Since lawyers are guardians of client data it is essential that they be vigilant about cyberthreats and “be more proactive in finding and preparing for threats to physical and digital assets, it’s crucial to define and understand exactly what threat intelligence means, and separate fact from fiction” as reported in Cyvellience recent report entitled “10 Myths About Cyber Threat Intelligence: Separating Fact from Fiction.” The 10 myths are as follows:
Myth 1: Threat intelligence is just another term for data.
Myth 2: Only big companies have a need for threat intelligence.
Myth 3: It’s impossible to develop a business case and show ROI for threat intelligence.

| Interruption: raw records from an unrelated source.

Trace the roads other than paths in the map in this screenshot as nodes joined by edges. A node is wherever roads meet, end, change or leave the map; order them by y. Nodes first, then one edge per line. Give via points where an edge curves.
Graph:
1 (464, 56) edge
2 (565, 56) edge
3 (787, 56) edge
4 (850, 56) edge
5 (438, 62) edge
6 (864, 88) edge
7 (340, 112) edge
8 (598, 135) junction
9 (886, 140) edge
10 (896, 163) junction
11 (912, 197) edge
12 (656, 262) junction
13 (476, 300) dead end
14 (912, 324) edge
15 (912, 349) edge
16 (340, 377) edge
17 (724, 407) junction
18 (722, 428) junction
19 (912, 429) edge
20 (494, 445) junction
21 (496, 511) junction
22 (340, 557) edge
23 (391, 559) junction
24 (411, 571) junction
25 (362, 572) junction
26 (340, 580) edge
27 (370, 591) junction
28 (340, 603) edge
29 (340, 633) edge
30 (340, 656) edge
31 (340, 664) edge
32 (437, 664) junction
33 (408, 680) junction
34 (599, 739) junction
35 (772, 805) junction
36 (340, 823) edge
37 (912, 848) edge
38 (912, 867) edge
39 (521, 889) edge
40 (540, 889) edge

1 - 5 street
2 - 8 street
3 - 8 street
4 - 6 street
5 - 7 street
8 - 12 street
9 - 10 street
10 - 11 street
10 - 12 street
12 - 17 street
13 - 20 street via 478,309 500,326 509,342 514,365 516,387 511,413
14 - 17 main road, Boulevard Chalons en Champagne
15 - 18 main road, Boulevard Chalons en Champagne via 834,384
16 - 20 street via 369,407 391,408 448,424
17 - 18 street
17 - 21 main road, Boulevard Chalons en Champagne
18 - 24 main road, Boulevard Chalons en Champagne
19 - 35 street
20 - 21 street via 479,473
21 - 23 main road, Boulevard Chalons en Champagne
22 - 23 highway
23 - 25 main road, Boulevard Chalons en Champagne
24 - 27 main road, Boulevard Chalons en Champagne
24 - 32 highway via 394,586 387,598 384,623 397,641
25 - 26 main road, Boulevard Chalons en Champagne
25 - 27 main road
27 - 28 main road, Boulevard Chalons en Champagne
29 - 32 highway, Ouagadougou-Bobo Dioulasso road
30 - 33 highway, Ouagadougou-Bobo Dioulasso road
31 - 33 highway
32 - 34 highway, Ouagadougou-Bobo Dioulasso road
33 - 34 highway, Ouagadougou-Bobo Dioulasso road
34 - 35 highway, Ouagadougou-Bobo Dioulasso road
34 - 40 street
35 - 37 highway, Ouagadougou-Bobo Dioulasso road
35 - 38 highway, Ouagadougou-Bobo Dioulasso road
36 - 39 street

Myth 4: The volume of sources and data outside our perimeter is too overwhelming to be useful.
Myth 5: Threat intelligence is only useful for the information security department.
Myth 6: I deal with guns and guards, so I don’t need cyber threat intelligence.
Myth 7: Our network is already protected by firewalls, IDS, and anti-virus solutions.
Myth 8: Threat intelligence is only useful before a breach or a security event.
Myth 9: We already have an in-house cyber security team, so we don’t need threat intelligence from a third-party.
Myth 10: We can’t afford to hire more analysts to process, review, and act upon threat intelligence.
Separating fact from fiction is not always pretty, but with cyberthreats today understanding these myths is critical.